[Data in this exercise]:
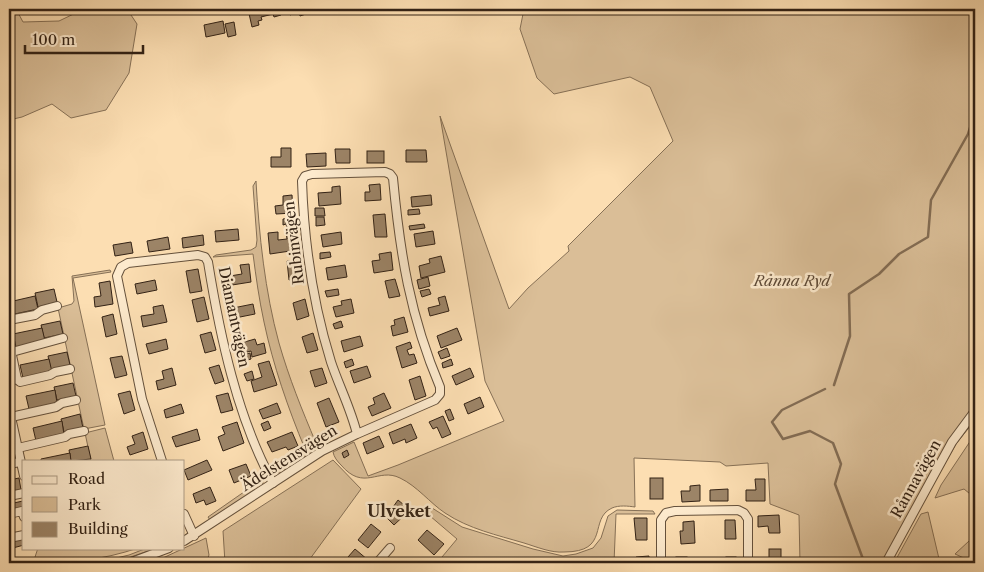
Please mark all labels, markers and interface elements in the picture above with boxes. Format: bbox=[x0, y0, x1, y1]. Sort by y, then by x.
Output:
scale bar bbox=[25, 22, 142, 54]
text: 100 m bbox=[32, 30, 75, 49]
street label: Rubinvägen bbox=[279, 200, 308, 286]
street label: Diamantvägen bbox=[215, 265, 255, 370]
park label: Rånna Ryd bbox=[753, 271, 832, 290]
street label: Ädelstensvägen bbox=[236, 420, 341, 495]
street label: Rånnavägen bbox=[886, 436, 945, 521]
legend bbox=[22, 460, 185, 550]
text: Road bbox=[68, 469, 105, 488]
text: Park bbox=[68, 495, 102, 514]
district label: Ulveket bbox=[367, 501, 431, 521]
text: Building bbox=[68, 519, 128, 538]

[Directions]: All of the data is to be returned exactly, with no pictures included.

[Your response]:
Please mark all labels, markers and interface elements in the picture above with boxes. Format: bbox=[x0, y0, x1, y1]. Sort by y, then by x.
Output:
scale bar bbox=[25, 22, 142, 54]
text: 100 m bbox=[32, 30, 75, 49]
street label: Rubinvägen bbox=[279, 200, 308, 286]
street label: Diamantvägen bbox=[215, 265, 255, 370]
park label: Rånna Ryd bbox=[753, 271, 832, 290]
street label: Ädelstensvägen bbox=[236, 420, 341, 495]
street label: Rånnavägen bbox=[886, 436, 945, 521]
legend bbox=[22, 460, 185, 550]
text: Road bbox=[68, 469, 105, 488]
text: Park bbox=[68, 495, 102, 514]
district label: Ulveket bbox=[367, 501, 431, 521]
text: Building bbox=[68, 519, 128, 538]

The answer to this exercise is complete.